[Opening SUPPLIED INFORMATION section]

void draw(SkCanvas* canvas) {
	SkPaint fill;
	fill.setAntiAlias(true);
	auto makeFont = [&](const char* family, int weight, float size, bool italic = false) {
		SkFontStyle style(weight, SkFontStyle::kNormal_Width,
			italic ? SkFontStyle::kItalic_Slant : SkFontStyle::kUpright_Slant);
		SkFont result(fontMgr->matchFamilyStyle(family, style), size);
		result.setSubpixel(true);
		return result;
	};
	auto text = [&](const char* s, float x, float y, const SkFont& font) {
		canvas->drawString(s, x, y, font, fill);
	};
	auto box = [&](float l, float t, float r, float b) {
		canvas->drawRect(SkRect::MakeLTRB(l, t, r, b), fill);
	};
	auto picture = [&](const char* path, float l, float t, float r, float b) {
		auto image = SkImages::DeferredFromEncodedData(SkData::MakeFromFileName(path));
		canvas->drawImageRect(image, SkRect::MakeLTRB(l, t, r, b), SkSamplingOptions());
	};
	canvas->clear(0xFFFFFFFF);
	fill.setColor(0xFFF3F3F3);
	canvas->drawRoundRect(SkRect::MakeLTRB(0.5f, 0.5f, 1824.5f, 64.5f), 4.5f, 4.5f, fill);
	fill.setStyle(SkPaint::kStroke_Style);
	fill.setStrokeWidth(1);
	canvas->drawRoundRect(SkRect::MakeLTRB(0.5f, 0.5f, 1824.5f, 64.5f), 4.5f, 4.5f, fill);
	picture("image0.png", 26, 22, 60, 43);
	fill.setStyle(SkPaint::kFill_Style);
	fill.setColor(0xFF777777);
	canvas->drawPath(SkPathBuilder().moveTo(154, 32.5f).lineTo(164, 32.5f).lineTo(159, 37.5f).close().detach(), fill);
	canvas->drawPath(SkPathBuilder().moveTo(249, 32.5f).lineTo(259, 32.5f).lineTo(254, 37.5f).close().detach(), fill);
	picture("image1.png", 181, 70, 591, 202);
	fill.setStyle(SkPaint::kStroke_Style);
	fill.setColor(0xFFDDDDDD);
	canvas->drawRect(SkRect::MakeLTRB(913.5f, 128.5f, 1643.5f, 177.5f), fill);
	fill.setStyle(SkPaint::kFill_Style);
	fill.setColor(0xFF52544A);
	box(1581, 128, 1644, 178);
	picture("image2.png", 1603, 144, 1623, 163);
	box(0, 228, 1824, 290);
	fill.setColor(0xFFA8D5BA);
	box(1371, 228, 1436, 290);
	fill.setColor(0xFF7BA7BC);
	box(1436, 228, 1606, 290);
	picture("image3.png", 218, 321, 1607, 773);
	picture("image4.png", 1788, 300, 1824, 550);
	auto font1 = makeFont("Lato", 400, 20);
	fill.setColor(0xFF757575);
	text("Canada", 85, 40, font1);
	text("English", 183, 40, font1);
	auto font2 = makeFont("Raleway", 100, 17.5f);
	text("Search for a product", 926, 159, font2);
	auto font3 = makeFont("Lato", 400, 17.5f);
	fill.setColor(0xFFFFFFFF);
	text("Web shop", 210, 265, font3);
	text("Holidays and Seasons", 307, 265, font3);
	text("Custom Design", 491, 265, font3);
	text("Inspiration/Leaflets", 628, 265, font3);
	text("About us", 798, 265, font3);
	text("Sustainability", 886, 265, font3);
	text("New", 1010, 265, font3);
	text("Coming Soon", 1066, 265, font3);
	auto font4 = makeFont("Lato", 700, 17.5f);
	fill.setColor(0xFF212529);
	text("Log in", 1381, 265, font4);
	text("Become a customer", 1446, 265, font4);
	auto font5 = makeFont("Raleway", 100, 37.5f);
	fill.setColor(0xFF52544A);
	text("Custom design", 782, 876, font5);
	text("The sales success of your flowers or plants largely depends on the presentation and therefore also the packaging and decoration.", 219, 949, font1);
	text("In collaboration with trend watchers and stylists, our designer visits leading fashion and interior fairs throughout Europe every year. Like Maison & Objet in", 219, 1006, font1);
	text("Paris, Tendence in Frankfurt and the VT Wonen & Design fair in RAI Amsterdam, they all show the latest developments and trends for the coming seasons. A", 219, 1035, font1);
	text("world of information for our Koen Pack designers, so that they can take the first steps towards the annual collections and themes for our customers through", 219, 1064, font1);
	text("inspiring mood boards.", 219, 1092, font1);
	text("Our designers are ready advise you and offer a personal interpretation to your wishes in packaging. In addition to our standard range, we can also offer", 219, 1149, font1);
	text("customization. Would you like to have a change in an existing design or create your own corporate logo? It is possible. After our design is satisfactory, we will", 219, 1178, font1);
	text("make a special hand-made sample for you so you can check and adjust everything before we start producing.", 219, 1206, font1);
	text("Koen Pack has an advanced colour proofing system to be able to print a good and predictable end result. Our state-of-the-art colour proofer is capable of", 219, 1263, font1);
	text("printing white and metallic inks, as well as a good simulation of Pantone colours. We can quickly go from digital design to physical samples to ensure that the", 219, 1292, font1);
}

[Closing SUPPLIED INFORMATION section]

◆ **PROBLEM DETAILS**
Look through the listing above and copy each line where the string "char" occurs.

◆ **REPLY**
	auto makeFont = [&](const char* family, int weight, float size, bool italic = false) {
	auto text = [&](const char* s, float x, float y, const SkFont& font) {
	auto picture = [&](const char* path, float l, float t, float r, float b) {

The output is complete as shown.